TASK DESCRIPTION. Copy each line of the records below that has "Avenue" in it.

---------- EXCERPTED RECORDS ----------

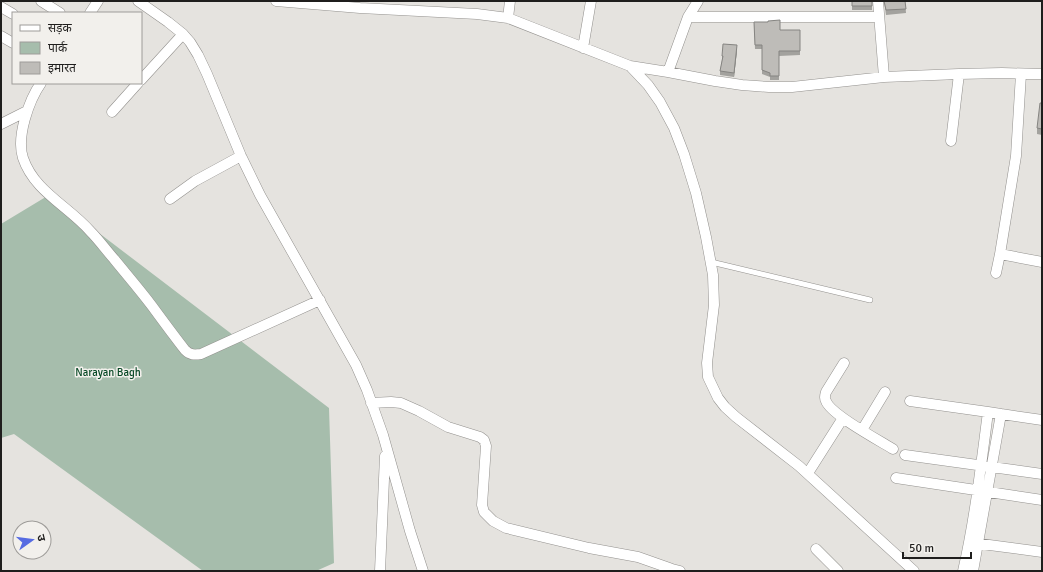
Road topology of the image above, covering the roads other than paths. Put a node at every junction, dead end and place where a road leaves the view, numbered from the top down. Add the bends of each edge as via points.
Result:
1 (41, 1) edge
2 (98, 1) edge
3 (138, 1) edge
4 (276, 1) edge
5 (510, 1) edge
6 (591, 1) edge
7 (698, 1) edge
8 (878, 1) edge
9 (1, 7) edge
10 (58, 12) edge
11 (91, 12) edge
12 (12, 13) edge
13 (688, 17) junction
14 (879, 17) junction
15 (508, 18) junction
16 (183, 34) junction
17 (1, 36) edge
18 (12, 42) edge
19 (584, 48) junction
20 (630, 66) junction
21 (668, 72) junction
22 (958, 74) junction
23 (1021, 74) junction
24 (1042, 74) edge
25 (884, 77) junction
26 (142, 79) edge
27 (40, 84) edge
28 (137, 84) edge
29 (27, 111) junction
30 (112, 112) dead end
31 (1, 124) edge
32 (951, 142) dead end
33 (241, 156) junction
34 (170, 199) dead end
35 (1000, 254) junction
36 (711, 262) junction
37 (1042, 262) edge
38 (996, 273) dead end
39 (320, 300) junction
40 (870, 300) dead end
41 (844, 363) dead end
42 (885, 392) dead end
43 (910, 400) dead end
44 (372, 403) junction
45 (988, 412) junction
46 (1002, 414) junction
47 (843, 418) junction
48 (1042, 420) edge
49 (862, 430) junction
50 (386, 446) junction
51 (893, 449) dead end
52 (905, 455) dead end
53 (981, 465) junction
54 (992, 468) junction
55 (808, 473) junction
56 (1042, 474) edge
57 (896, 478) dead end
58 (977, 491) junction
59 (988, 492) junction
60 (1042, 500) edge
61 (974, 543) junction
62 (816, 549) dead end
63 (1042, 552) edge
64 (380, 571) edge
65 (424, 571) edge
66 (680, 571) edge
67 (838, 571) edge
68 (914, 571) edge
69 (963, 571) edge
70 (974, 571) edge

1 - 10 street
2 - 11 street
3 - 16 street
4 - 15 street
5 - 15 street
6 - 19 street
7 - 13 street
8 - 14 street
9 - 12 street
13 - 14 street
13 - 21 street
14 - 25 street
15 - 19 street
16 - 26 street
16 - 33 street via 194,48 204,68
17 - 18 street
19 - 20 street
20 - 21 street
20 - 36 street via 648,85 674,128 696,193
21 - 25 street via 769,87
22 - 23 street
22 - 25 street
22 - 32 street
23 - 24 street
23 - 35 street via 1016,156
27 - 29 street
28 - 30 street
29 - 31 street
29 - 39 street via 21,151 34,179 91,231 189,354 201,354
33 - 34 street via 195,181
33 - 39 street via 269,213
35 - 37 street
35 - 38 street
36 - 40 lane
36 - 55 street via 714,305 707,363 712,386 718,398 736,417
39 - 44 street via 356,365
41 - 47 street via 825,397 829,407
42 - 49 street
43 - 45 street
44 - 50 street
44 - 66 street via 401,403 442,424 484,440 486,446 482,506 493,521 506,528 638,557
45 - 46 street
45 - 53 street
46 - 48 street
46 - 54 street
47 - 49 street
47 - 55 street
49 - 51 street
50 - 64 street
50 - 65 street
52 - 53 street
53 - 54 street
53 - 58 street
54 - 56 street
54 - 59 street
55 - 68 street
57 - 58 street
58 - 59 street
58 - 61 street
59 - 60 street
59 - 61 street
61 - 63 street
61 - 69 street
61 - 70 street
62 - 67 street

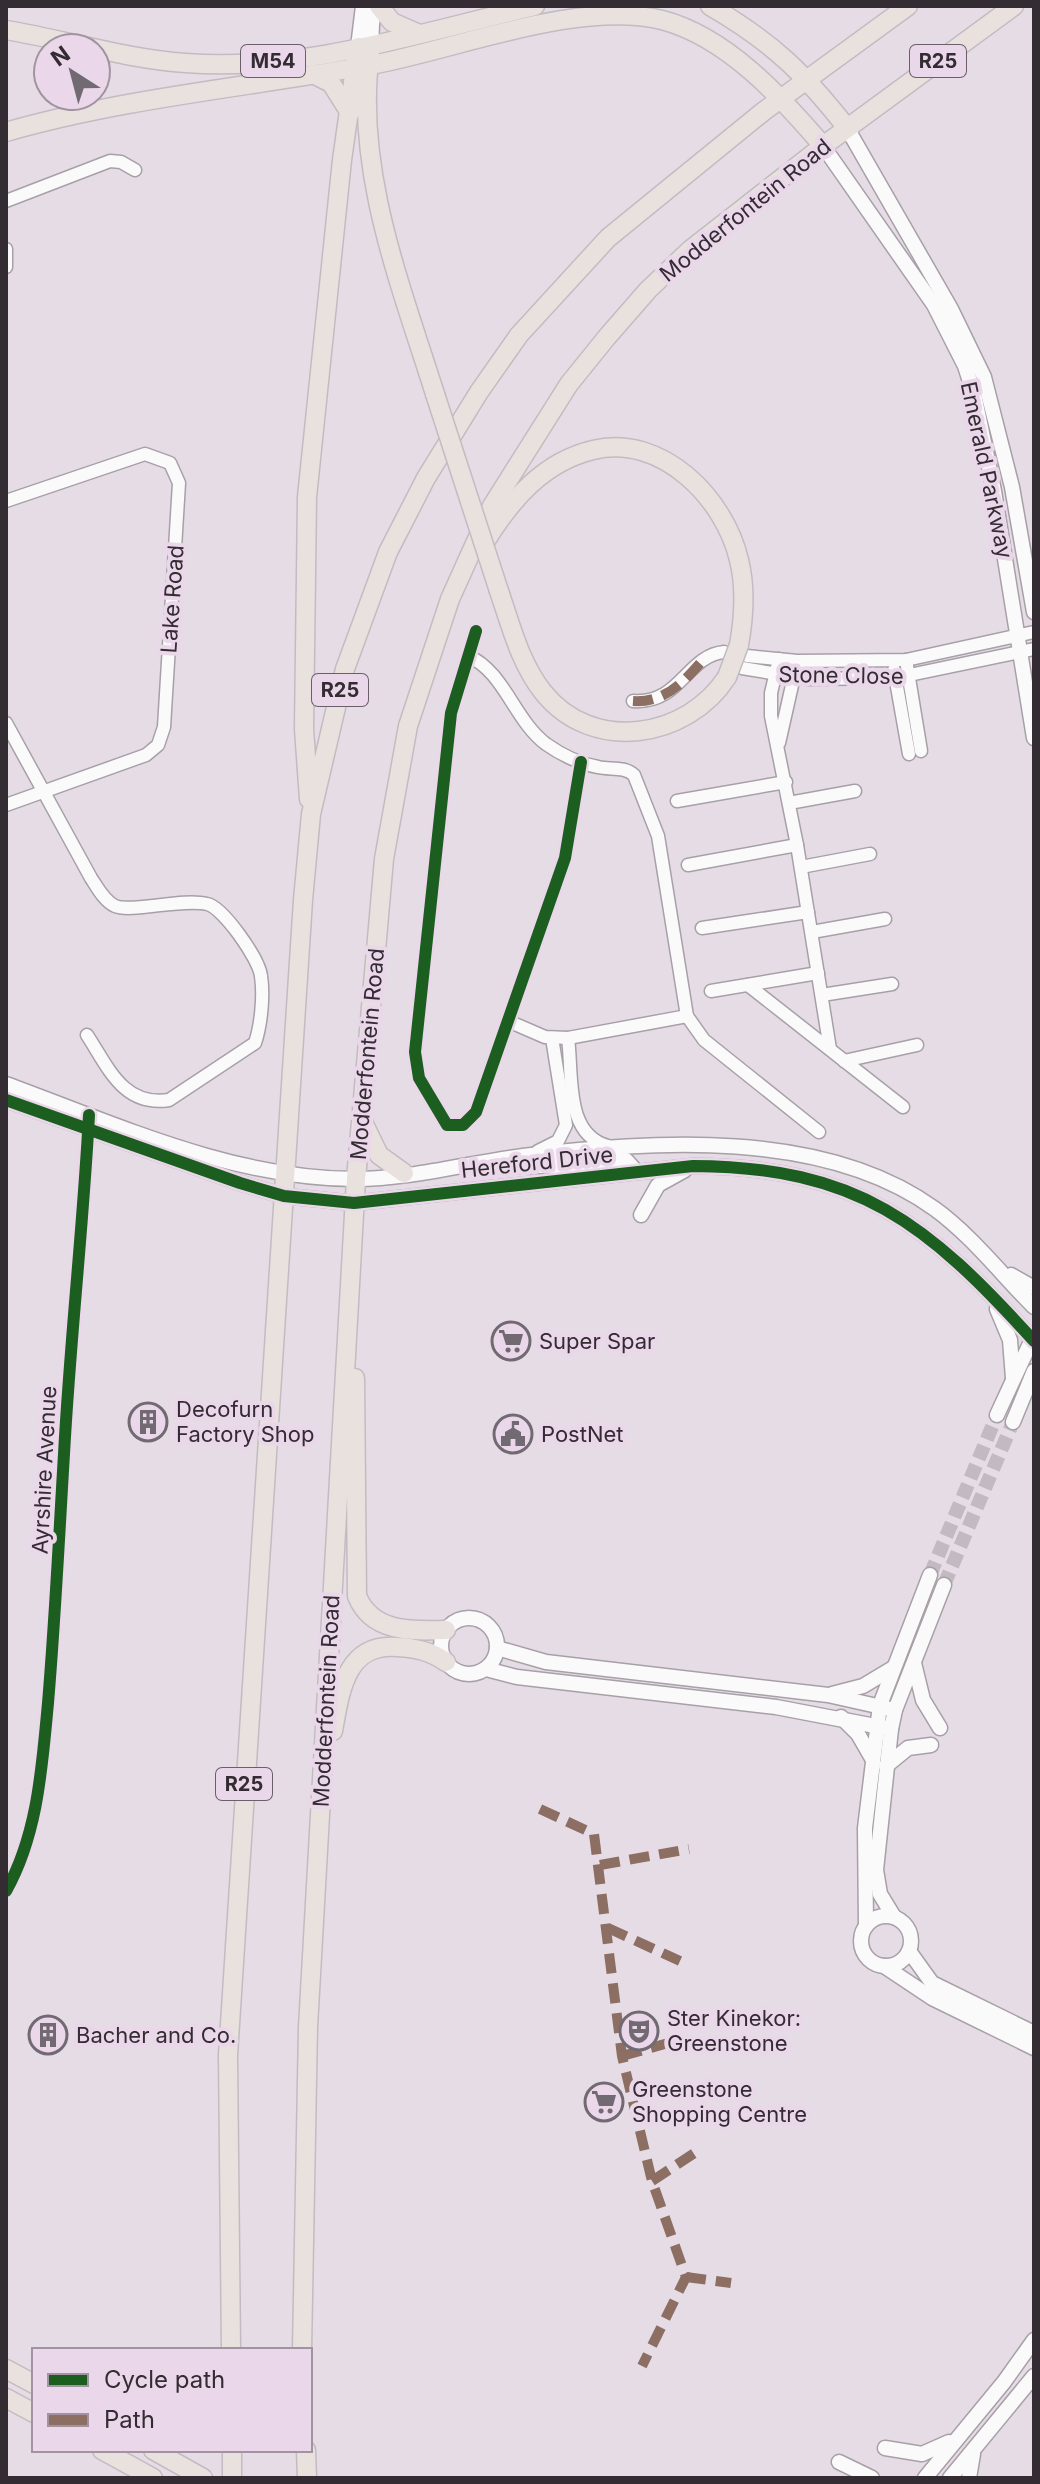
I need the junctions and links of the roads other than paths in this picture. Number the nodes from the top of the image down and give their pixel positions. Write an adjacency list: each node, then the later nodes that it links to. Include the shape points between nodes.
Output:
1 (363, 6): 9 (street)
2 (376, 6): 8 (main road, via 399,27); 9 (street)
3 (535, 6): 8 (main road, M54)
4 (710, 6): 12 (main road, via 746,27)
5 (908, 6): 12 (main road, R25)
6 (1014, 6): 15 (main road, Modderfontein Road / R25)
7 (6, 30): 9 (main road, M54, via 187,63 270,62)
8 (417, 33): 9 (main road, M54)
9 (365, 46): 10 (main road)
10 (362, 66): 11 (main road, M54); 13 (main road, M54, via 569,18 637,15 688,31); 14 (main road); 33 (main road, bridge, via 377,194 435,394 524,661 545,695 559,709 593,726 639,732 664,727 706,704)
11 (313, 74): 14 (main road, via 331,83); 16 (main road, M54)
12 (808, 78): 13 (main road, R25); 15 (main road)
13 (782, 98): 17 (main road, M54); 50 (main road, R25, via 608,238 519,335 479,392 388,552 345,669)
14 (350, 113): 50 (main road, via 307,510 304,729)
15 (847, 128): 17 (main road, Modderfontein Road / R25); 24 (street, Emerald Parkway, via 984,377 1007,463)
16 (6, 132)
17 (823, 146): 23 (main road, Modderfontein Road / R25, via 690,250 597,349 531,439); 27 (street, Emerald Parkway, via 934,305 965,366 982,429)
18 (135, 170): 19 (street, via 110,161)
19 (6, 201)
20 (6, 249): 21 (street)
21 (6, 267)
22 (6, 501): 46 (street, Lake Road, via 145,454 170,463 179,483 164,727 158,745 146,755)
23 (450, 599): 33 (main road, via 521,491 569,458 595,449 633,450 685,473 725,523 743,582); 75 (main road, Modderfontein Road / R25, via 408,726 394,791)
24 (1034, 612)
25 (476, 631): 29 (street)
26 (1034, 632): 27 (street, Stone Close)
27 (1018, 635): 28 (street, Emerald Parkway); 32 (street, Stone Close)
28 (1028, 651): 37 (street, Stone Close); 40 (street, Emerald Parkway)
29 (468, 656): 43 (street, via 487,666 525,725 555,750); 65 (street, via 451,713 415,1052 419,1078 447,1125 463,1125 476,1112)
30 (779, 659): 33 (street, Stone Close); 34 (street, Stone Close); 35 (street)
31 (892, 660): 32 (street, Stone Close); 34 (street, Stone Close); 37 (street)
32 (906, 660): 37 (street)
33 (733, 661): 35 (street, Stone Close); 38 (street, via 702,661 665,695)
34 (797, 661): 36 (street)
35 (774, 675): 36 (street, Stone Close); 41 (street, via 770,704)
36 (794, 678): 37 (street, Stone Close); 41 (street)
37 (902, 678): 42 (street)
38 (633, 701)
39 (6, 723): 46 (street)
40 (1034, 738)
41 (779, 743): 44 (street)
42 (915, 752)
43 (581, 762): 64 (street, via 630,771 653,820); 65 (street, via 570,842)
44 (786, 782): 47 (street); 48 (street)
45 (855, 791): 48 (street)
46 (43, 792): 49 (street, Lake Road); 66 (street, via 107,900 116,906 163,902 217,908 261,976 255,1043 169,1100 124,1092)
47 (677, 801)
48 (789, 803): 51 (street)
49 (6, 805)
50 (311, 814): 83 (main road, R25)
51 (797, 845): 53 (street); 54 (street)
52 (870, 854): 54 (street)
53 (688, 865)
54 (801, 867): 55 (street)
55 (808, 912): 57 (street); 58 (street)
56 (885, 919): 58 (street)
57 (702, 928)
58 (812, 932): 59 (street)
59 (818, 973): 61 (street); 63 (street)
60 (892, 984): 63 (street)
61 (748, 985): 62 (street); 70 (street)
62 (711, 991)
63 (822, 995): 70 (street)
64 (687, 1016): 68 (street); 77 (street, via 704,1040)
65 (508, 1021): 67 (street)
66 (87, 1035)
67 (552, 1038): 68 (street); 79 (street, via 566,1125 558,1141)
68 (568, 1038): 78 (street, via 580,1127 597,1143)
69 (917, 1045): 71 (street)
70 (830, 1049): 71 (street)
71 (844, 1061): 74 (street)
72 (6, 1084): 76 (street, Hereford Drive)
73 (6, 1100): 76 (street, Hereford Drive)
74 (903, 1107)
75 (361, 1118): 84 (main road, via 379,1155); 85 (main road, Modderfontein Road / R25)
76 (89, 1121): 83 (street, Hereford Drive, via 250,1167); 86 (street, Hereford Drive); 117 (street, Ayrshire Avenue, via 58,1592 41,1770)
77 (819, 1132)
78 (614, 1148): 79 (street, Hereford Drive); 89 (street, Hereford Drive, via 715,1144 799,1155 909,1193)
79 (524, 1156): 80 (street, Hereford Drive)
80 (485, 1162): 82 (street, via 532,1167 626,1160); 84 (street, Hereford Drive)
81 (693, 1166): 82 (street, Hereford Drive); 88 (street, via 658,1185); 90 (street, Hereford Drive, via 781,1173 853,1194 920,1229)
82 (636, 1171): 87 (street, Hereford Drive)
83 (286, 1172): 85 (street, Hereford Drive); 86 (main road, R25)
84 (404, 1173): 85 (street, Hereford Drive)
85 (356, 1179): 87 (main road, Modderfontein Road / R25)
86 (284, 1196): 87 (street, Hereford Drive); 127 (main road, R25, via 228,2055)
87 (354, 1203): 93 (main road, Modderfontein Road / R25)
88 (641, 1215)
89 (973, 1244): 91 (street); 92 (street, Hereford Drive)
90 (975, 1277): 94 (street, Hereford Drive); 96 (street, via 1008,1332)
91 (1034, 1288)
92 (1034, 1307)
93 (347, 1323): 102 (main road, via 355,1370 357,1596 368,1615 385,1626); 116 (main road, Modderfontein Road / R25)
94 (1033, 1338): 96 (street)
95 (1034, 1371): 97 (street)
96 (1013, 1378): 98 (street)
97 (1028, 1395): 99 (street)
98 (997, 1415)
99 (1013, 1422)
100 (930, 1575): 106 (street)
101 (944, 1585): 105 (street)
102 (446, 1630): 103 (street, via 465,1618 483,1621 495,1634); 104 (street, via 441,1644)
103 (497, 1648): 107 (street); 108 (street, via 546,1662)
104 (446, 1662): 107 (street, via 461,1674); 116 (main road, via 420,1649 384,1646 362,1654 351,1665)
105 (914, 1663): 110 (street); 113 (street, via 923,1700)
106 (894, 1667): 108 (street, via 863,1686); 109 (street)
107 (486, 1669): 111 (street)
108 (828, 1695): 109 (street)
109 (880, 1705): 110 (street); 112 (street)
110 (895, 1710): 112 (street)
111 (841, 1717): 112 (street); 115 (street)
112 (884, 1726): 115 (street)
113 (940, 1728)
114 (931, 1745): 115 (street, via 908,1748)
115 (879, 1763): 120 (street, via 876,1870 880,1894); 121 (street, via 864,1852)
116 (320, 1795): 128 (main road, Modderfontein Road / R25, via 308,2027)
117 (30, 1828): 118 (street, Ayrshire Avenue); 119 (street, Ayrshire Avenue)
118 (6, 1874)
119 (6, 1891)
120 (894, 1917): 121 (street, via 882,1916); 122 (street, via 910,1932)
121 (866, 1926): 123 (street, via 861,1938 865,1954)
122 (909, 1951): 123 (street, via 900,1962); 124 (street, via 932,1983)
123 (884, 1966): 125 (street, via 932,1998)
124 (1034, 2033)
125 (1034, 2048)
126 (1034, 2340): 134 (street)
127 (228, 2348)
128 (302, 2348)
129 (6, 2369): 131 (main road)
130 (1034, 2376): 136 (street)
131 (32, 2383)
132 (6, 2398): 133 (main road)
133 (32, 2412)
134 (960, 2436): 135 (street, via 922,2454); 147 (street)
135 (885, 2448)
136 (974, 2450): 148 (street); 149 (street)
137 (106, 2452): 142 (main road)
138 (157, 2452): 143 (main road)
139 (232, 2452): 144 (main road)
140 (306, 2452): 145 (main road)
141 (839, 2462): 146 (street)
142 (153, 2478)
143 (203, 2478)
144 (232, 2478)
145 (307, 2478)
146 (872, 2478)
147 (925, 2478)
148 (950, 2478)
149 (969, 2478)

----------

SOLVED PROBLEM.
76 (89, 1121): 83 (street, Hereford Drive, via 250,1167); 86 (street, Hereford Drive); 117 (street, Ayrshire Avenue, via 58,1592 41,1770)
117 (30, 1828): 118 (street, Ayrshire Avenue); 119 (street, Ayrshire Avenue)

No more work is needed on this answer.